-- Material to process follows --

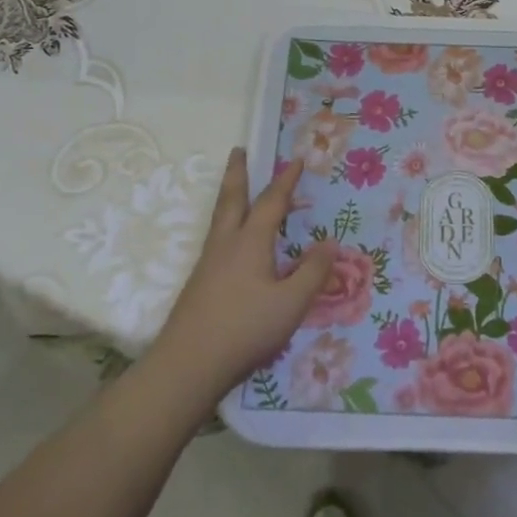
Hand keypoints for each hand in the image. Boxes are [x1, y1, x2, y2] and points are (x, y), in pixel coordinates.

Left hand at [150, 150, 336, 406]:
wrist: (187, 366)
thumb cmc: (245, 329)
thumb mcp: (291, 303)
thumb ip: (313, 272)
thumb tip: (329, 243)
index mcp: (250, 242)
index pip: (271, 202)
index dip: (286, 181)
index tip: (296, 160)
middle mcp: (226, 244)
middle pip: (231, 199)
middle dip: (238, 173)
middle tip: (238, 150)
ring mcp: (208, 264)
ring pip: (220, 218)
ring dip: (229, 196)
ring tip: (235, 188)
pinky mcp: (199, 284)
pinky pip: (217, 239)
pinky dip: (227, 224)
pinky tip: (233, 244)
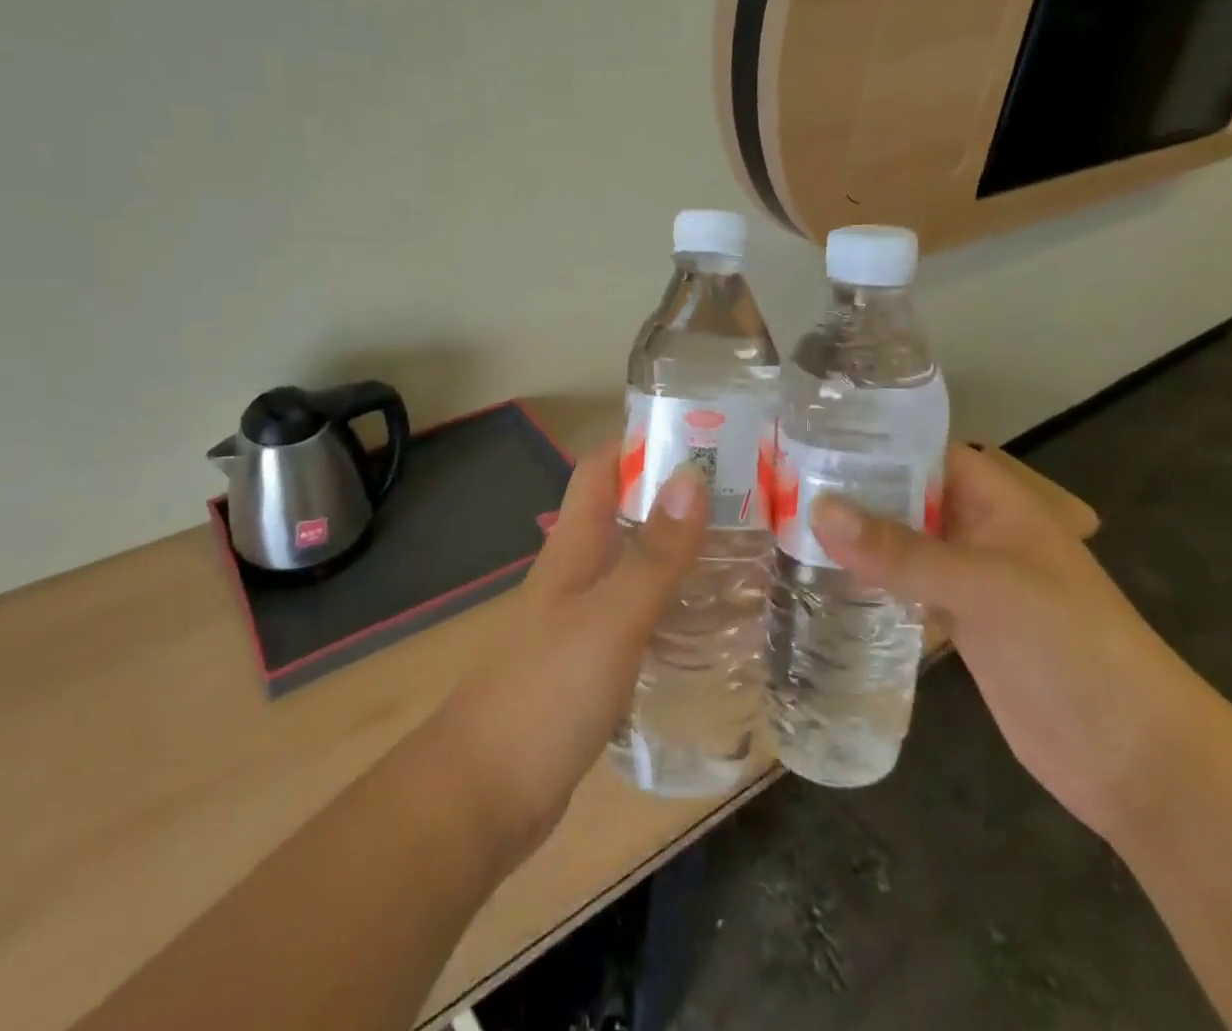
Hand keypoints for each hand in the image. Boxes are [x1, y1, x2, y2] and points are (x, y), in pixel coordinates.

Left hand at [431, 441, 708, 864]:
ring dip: (680, 554)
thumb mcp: (610, 619)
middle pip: (625, 514)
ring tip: (745, 556)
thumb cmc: (546, 693)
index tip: (704, 436)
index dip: (642, 442)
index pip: (601, 468)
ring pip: (635, 567)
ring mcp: (582, 620)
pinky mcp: (592, 665)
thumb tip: (691, 474)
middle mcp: (577, 573)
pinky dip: (673, 609)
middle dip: (677, 498)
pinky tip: (712, 627)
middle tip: (747, 500)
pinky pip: (639, 619)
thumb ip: (653, 555)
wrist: (484, 795)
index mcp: (574, 547)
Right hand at [808, 442, 1215, 842]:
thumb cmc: (1071, 647)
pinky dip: (869, 581)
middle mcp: (979, 529)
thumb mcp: (985, 587)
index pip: (924, 449)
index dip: (872, 439)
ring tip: (785, 523)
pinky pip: (905, 587)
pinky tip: (820, 580)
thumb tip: (817, 509)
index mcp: (997, 500)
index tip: (807, 437)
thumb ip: (901, 550)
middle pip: (906, 495)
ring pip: (901, 543)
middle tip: (780, 483)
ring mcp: (968, 579)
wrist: (1134, 758)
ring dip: (856, 537)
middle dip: (852, 489)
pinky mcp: (959, 623)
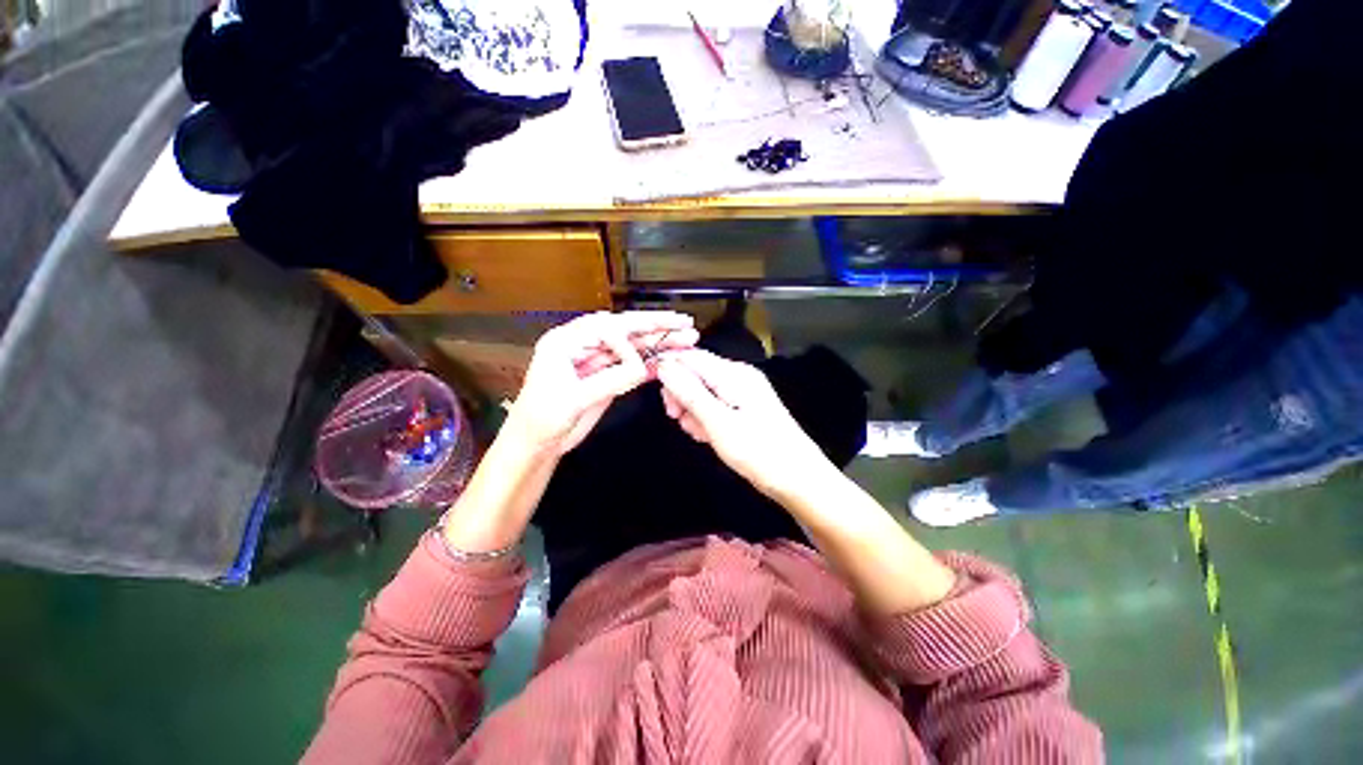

-- Material to process concluded --

### [Description of the task]
Go through the records above and, whenever a line includes the word "index", copy it.

### [Answer to the exercise]
index mcp: (250, 242)
index pip: (271, 202)
index dip: (286, 181)
index tip: (296, 160)
index tip: (704, 436)
index dip: (642, 442)
index pip: (601, 468)
index mcp: (574, 547)
index pip: (924, 449)
index dip: (872, 439)
index mcp: (997, 500)
index tip: (807, 437)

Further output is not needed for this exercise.